The Yhat Blog


machine learning, data science, engineering


The Code Behind Building a FiveThirtyEight post

by Greg |


About a week ago I came across the Don’t Be Fooled By Baseball’s Small-Budget Success Stories on FiveThirtyEightSports. It was featured on the ESPN home page so it was pretty hard to miss. I thought it was a great post and it left me wondering: How hard would it be to replicate?
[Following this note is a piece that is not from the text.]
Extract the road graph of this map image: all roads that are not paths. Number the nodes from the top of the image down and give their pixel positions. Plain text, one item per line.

Asking the right question, in this case "Do MLB payrolls matter?" (spoiler: they do), is definitely the difficult part, but the analysis looked familiar enough that I thought I might be able to recreate it using my trusty friend: R. In addition, the article didn't show any part of the data analysis (as it shouldn't, that sort of thing doesn't appeal to the audience they're trying to reach), so I thought replicating it here would be a good way to show people just how you might go about it!
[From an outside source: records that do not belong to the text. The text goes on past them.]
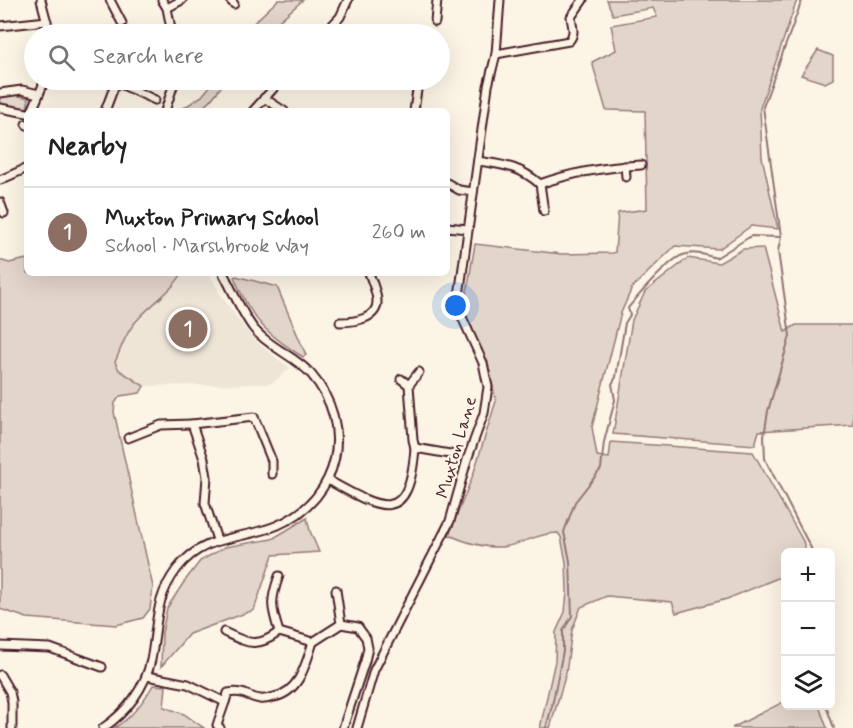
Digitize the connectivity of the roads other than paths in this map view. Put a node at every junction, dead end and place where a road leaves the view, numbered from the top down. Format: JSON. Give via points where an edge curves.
{"nodes":[{"id":1,"x":41,"y":0,"type":"edge"},
{"id":2,"x":110,"y":0,"type":"edge"},
{"id":3,"x":162,"y":0,"type":"edge"},
{"id":4,"x":182,"y":0,"type":"edge"},
{"id":5,"x":348,"y":0,"type":"edge"},
{"id":6,"x":437,"y":0,"type":"edge"},
{"id":7,"x":500,"y":0,"type":"edge"},
{"id":8,"x":583,"y":0,"type":"edge"},
{"id":9,"x":167,"y":8,"type":"junction"},
{"id":10,"x":47,"y":21,"type":"junction"},
{"id":11,"x":435,"y":22,"type":"dead end"},
{"id":12,"x":122,"y":23,"type":"dead end"},
{"id":13,"x":48,"y":24,"type":"edge"},
{"id":14,"x":170,"y":24,"type":"edge"},
{"id":15,"x":333,"y":24,"type":"edge"},
{"id":16,"x":0,"y":26,"type":"edge"},
{"id":17,"x":496,"y":54,"type":"junction"},
{"id":18,"x":41,"y":90,"type":"edge"},
{"id":19,"x":111,"y":90,"type":"edge"},
{"id":20,"x":133,"y":90,"type":"edge"},
{"id":21,"x":172,"y":90,"type":"edge"},
{"id":22,"x":272,"y":90,"type":"edge"},
{"id":23,"x":417,"y":90,"type":"dead end"},
{"id":24,"x":0,"y":93,"type":"edge"},
{"id":25,"x":39,"y":94,"type":"junction"},
{"id":26,"x":264,"y":98,"type":"junction"},
{"id":27,"x":155,"y":100,"type":"dead end"},
{"id":28,"x":0,"y":108,"type":"edge"},
{"id":29,"x":33,"y":108,"type":"edge"},
{"id":30,"x":106,"y":108,"type":"edge"},
{"id":31,"x":166,"y":108,"type":"edge"},
{"id":32,"x":256,"y":108,"type":"edge"},
{"id":33,"x":279,"y":108,"type":"edge"},
{"id":34,"x":414,"y":108,"type":"edge"},
{"id":35,"x":24,"y":113,"type":"edge"},
{"id":36,"x":478,"y":161,"type":"junction"},
{"id":37,"x":641,"y":165,"type":"dead end"},
{"id":38,"x":625,"y":166,"type":"junction"},
{"id":39,"x":24,"y":169,"type":"edge"},
{"id":40,"x":626,"y":177,"type":"dead end"},
{"id":41,"x":0,"y":180,"type":"edge"},
{"id":42,"x":540,"y":184,"type":"junction"},
{"id":43,"x":450,"y":185,"type":"edge"},
{"id":44,"x":473,"y":192,"type":"junction"},
{"id":45,"x":544,"y":211,"type":"dead end"},
{"id":46,"x":450,"y":227,"type":"edge"},
{"id":47,"x":468,"y":229,"type":"junction"},
{"id":48,"x":225,"y":276,"type":"edge"},
{"id":49,"x":370,"y":276,"type":"edge"},
{"id":50,"x":340,"y":322,"type":"dead end"},
{"id":51,"x":419,"y":372,"type":"dead end"},
{"id":52,"x":402,"y":379,"type":"dead end"},
{"id":53,"x":409,"y":385,"type":"junction"},
{"id":54,"x":192,"y":424,"type":"junction"},
{"id":55,"x":128,"y":438,"type":"dead end"},
{"id":56,"x":415,"y":448,"type":"junction"},
{"id":57,"x":450,"y":454,"type":"dead end"},
{"id":58,"x":272,"y":474,"type":"dead end"},
{"id":59,"x":328,"y":480,"type":"junction"},
{"id":60,"x":217,"y":540,"type":"junction"},
{"id":61,"x":279,"y":576,"type":"dead end"},
{"id":62,"x":336,"y":590,"type":"dead end"},
{"id":63,"x":341,"y":624,"type":"junction"},
{"id":64,"x":224,"y":632,"type":"dead end"},
{"id":65,"x":279,"y":632,"type":"junction"},
{"id":66,"x":313,"y":642,"type":"junction"},
{"id":67,"x":0,"y":647,"type":"edge"},
{"id":68,"x":102,"y":667,"type":"dead end"},
{"id":69,"x":0,"y":675,"type":"edge"},
{"id":70,"x":147,"y":676,"type":"junction"},
{"id":71,"x":225,"y":702,"type":"junction"},
{"id":72,"x":12,"y":728,"type":"edge"},
{"id":73,"x":103,"y":728,"type":"edge"},
{"id":74,"x":220,"y":728,"type":"edge"},
{"id":75,"x":343,"y":728,"type":"edge"},
{"id":76,"x":357,"y":728,"type":"edge"}],
"edges":[{"from":1,"to":10,"type":"street"},
{"from":2,"to":12,"type":"street"},
{"from":3,"to":9,"type":"street"},
{"from":4,"to":9,"type":"street"},
{"from":5,"to":15,"type":"street"},
{"from":6,"to":11,"type":"street"},
{"from":7,"to":17,"type":"street","name":"Muxton Lane"},
{"from":8,"to":17,"type":"street","via":[[571,17],[572,37],[565,42]]},
{"from":9,"to":14,"type":"street"},
{"from":10,"to":13,"type":"street"},
{"from":10,"to":16,"type":"street"},
{"from":17,"to":36,"type":"street","name":"Muxton Lane"},
{"from":18,"to":25,"type":"street"},
{"from":19,"to":30,"type":"street"},
{"from":20,"to":27,"type":"street"},
{"from":21,"to":31,"type":"street"},
{"from":22,"to":26,"type":"street"},
{"from":23,"to":34,"type":"street"},
{"from":24,"to":25,"type":"street","via":[[22,90]]},
{"from":25,"to":29,"type":"street"},
{"from":26,"to":32,"type":"street"},
{"from":26,"to":33,"type":"street"},
{"from":28,"to":35,"type":"street"},
{"from":36,"to":42,"type":"street","via":[[517,168]]},
{"from":36,"to":44,"type":"street","name":"Muxton Lane"},
{"from":37,"to":38,"type":"street"},
{"from":38,"to":40,"type":"street"},
{"from":38,"to":42,"type":"street"},
{"from":39,"to":41,"type":"street"},
{"from":42,"to":45,"type":"street"},
{"from":43,"to":44,"type":"street"},
{"from":44,"to":47,"type":"street","name":"Muxton Lane"},
{"from":46,"to":47,"type":"street"},
{"from":47,"to":76,"type":"street","name":"Muxton Lane","via":[[458,303],[484,369],[488,387],[484,413],[450,521],[374,670]]},
{"from":48,"to":59,"type":"street","via":[[255,330],[309,372],[329,403],[337,434]]},
{"from":49,"to":50,"type":"street","via":[[378,303],[375,311],[364,319]]},
{"from":51,"to":53,"type":"street"},
{"from":52,"to":53,"type":"street"},
{"from":53,"to":56,"type":"street"},
{"from":54,"to":55,"type":"street","via":[[160,424]]},
{"from":54,"to":58,"type":"street","via":[[254,417],[272,461]]},
{"from":54,"to":60,"type":"street","via":[[204,459],[205,503]]},
{"from":56,"to":57,"type":"street"},
{"from":56,"to":59,"type":"street","via":[[410,485],[404,497],[394,504],[360,498]]},
{"from":59,"to":60,"type":"street","via":[[317,497],[288,521]]},
{"from":60,"to":70,"type":"street","via":[[190,555],[169,580],[158,607]]},
{"from":61,"to":65,"type":"street","via":[[271,609]]},
{"from":62,"to":63,"type":"street"},
{"from":63,"to":66,"type":"street"},
{"from":63,"to":75,"type":"street","via":[[358,627],[368,648]]},
{"from":64,"to":65,"type":"street","via":[[248,643],[261,644]]},
{"from":65,"to":66,"type":"street"},
{"from":66,"to":71,"type":"street","via":[[294,687],[262,700],[238,691],[228,693]]},
{"from":67,"to":68,"type":"street","via":[[50,648]]},
{"from":69,"to":72,"type":"street","via":[[10,692]]},
{"from":70,"to":71,"type":"street","via":[[188,684]]},
{"from":70,"to":73,"type":"street","via":[[122,714]]},
{"from":71,"to":74,"type":"street"}]}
So in this post I'll be showing you how to recreate the Don’t Be Fooled By Baseball’s Small-Budget Success Stories article from the ground up: all the way from sourcing the data and computing the statistics to making your line charts have the team's actual colors.

The Data

As mentioned by the author, the data comes from Baseball-Reference.com. It's my favorite source for baseball data as well. They've got records going back as far as 1871. That's before the MLB even existed.

Lucky for me, I had actually already collected all of the data in a previous post. All I needed to do was fire up R and run my script again to refresh the dataset. You can download the dataset here.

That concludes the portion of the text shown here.